### Your task
Filter these records by the string "stream", copying each line that holds it.

——————

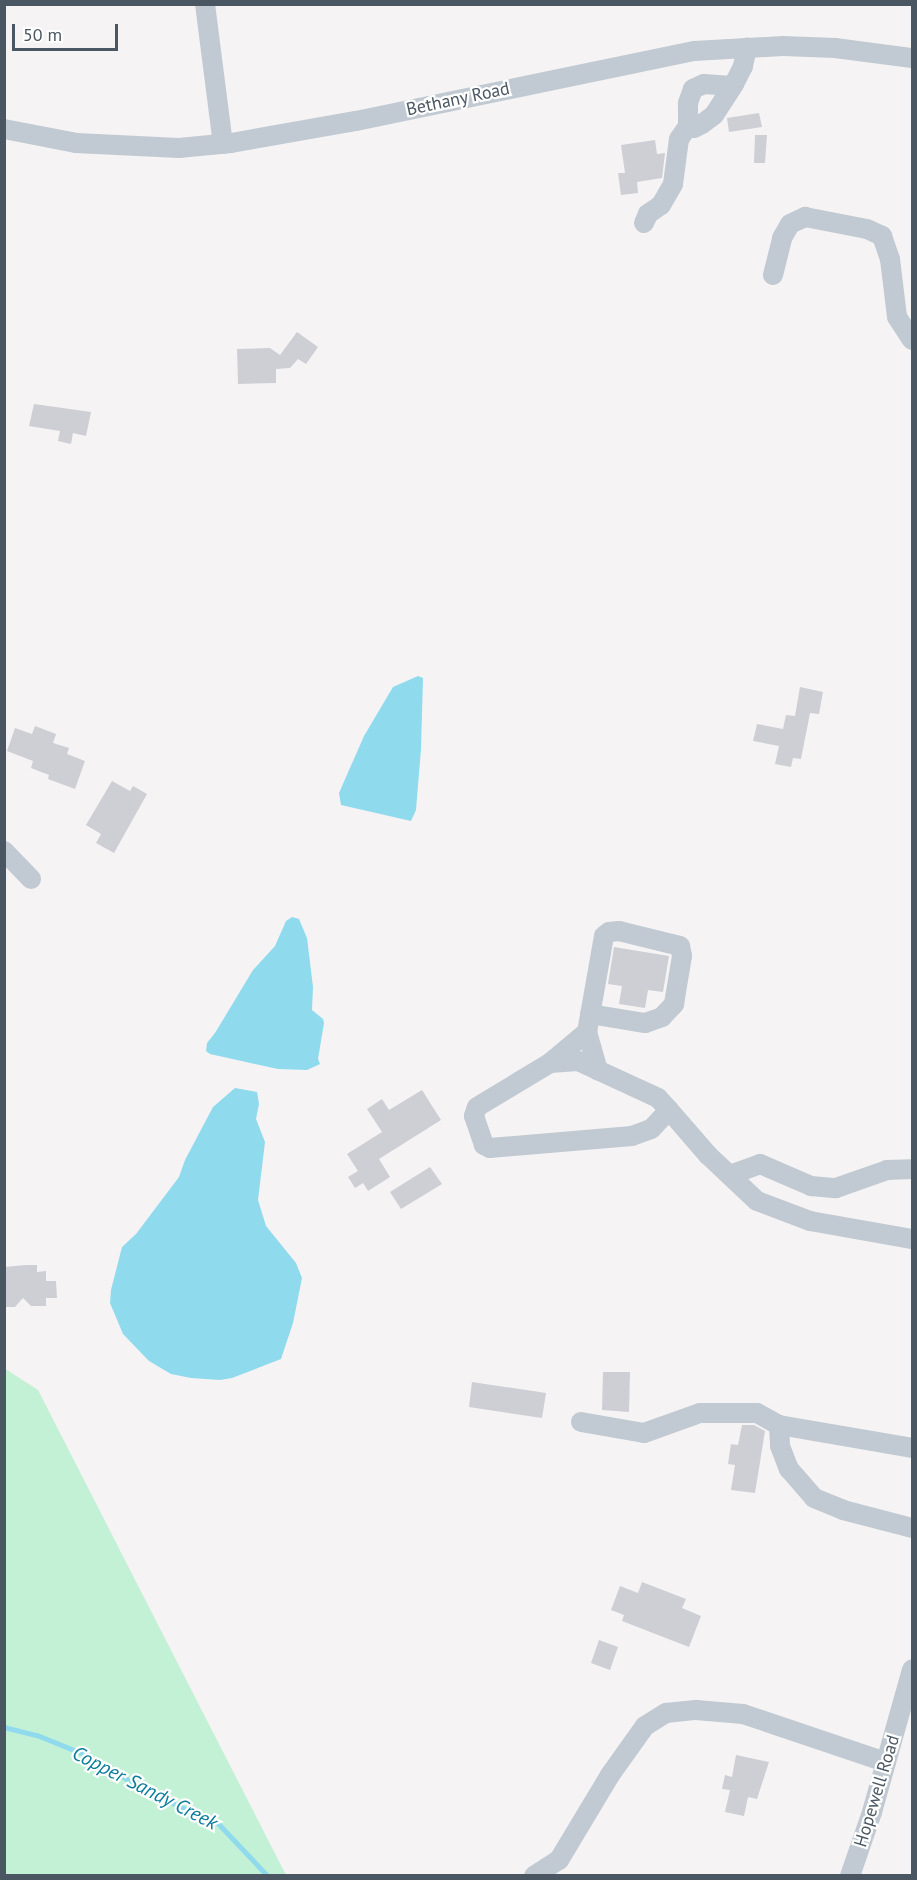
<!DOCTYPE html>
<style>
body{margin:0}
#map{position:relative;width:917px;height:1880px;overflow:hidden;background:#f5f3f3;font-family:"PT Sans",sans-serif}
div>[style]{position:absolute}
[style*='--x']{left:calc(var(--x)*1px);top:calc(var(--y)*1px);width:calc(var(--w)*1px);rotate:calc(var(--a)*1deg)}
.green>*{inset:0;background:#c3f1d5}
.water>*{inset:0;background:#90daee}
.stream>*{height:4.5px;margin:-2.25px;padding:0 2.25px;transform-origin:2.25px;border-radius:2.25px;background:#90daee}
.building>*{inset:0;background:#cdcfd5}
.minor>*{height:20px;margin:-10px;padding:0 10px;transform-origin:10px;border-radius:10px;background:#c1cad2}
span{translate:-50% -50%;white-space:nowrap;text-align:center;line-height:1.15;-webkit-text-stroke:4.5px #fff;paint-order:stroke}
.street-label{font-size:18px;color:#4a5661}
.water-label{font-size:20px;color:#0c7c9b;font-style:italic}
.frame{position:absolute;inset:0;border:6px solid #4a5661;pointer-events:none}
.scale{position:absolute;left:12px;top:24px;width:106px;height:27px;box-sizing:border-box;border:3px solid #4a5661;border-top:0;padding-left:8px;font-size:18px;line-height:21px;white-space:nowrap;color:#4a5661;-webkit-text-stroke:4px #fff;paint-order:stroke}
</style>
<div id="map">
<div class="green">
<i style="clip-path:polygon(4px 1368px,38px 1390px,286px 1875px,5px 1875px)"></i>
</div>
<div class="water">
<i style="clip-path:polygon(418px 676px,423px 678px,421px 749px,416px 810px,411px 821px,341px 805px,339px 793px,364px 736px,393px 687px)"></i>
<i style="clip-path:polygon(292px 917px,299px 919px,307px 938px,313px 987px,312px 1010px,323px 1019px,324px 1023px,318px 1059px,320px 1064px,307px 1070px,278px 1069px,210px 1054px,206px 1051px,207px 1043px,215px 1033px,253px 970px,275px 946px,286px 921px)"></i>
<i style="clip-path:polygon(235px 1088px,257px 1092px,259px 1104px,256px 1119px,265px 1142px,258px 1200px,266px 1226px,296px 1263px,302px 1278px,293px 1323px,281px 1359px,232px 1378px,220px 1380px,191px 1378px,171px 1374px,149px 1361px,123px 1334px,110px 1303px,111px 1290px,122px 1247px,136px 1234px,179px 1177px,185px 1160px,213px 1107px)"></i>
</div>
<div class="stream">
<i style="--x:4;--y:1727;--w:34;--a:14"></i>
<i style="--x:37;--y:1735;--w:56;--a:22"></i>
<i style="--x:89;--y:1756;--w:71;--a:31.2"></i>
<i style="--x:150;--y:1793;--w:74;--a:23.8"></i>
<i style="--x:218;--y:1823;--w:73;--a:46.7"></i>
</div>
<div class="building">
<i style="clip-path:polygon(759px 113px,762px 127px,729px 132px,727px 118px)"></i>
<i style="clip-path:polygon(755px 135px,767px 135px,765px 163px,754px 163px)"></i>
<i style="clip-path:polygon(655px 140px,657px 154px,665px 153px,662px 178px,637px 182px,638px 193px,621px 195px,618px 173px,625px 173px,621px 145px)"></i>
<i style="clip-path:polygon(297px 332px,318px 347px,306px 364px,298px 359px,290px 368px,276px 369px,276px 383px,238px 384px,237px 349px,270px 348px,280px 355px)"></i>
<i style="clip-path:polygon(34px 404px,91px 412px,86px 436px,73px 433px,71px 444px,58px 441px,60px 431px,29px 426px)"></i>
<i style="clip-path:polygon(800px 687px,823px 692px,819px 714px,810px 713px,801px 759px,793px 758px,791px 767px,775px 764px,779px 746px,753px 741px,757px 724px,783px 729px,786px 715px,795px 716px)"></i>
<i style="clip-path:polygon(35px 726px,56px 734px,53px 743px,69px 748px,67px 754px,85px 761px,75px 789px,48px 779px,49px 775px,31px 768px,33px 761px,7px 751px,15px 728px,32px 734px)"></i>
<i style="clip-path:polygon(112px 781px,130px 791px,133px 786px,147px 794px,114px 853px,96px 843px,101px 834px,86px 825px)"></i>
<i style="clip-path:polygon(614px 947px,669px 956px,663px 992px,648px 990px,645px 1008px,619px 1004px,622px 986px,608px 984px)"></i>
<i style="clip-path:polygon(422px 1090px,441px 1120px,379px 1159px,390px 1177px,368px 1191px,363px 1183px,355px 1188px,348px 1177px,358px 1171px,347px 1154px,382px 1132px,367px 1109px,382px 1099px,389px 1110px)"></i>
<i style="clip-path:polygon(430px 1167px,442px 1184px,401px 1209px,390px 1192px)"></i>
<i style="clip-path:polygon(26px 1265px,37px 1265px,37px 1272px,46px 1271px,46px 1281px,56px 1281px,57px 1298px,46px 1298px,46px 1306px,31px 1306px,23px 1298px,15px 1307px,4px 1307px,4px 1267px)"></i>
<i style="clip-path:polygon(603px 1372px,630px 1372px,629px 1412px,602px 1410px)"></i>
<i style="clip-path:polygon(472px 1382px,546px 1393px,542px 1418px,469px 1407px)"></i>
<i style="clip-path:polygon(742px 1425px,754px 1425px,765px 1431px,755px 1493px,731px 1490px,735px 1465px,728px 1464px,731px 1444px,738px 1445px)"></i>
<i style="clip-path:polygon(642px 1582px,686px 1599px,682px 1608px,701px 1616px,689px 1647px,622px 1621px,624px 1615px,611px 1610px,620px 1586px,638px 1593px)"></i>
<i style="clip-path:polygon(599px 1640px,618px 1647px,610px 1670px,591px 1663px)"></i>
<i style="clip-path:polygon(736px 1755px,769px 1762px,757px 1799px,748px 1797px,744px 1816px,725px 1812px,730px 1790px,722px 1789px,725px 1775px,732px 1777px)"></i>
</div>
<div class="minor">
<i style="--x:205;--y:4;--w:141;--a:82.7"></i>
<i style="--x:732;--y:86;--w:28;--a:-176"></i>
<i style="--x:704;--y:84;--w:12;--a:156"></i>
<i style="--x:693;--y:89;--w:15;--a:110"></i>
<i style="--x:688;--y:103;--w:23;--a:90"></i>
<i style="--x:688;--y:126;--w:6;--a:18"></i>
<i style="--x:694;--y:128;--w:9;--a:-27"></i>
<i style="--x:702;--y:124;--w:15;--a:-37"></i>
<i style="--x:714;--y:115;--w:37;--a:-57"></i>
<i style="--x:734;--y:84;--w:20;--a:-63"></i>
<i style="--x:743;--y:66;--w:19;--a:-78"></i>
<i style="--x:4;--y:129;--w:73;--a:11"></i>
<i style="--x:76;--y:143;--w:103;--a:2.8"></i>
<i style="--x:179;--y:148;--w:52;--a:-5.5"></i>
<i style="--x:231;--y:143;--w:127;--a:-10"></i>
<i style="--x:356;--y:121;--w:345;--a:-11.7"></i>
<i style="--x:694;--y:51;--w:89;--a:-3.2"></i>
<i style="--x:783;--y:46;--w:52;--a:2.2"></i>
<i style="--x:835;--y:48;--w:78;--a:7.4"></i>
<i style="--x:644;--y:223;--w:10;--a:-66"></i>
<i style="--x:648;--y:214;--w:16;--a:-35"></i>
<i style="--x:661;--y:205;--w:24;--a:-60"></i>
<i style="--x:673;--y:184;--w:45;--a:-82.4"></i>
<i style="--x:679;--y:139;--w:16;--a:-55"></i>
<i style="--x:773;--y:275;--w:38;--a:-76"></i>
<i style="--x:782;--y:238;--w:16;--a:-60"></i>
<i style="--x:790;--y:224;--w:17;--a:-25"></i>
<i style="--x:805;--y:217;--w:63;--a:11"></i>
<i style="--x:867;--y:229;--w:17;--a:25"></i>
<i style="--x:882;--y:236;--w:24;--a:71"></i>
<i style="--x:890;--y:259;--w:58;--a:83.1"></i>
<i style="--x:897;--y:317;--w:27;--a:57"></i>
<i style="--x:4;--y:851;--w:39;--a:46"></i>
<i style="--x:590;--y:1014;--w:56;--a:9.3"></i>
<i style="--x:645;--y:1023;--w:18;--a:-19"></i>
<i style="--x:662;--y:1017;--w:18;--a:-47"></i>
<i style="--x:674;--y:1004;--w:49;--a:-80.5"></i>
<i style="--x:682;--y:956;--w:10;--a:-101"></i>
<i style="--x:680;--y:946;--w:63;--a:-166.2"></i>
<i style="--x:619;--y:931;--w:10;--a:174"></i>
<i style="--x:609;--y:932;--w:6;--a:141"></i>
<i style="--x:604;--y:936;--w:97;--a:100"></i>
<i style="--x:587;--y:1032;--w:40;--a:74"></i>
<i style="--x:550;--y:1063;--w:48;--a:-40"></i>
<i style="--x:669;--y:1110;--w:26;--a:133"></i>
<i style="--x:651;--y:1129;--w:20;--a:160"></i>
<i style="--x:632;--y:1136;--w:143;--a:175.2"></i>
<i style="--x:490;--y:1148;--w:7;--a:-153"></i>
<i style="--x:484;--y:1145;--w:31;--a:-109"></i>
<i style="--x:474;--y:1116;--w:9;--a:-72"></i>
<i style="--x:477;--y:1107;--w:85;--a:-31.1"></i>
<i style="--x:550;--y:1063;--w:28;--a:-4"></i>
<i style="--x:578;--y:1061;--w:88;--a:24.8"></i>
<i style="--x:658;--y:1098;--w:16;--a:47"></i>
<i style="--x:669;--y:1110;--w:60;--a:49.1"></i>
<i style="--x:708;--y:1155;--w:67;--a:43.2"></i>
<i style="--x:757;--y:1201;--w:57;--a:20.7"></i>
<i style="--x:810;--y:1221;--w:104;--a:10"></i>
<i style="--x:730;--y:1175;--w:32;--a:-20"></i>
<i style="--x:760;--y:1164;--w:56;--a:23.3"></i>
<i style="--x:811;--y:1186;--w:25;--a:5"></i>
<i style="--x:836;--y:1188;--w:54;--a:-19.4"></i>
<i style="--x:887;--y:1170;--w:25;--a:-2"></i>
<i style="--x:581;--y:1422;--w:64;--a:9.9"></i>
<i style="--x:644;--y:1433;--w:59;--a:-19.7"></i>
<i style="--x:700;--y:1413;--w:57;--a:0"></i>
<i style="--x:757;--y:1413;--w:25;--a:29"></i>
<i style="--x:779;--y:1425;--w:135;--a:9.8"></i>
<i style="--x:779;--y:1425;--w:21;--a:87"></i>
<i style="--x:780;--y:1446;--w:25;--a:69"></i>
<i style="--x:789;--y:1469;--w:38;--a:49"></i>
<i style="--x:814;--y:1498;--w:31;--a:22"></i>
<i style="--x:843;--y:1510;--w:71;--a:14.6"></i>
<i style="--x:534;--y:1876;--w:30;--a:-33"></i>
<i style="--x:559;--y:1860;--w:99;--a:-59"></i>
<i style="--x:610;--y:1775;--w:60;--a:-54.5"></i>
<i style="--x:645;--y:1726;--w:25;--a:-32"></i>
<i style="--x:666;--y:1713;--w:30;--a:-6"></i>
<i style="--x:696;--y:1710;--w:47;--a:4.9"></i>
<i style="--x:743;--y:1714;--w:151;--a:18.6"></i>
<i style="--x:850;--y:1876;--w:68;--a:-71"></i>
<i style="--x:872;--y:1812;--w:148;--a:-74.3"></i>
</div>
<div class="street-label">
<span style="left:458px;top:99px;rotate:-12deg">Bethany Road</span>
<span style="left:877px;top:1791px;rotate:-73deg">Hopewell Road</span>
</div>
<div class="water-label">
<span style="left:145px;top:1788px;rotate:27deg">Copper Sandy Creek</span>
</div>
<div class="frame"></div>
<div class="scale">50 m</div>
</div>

——————

### Finished task
.stream>*{height:4.5px;margin:-2.25px;padding:0 2.25px;transform-origin:2.25px;border-radius:2.25px;background:#90daee}
<div class="stream">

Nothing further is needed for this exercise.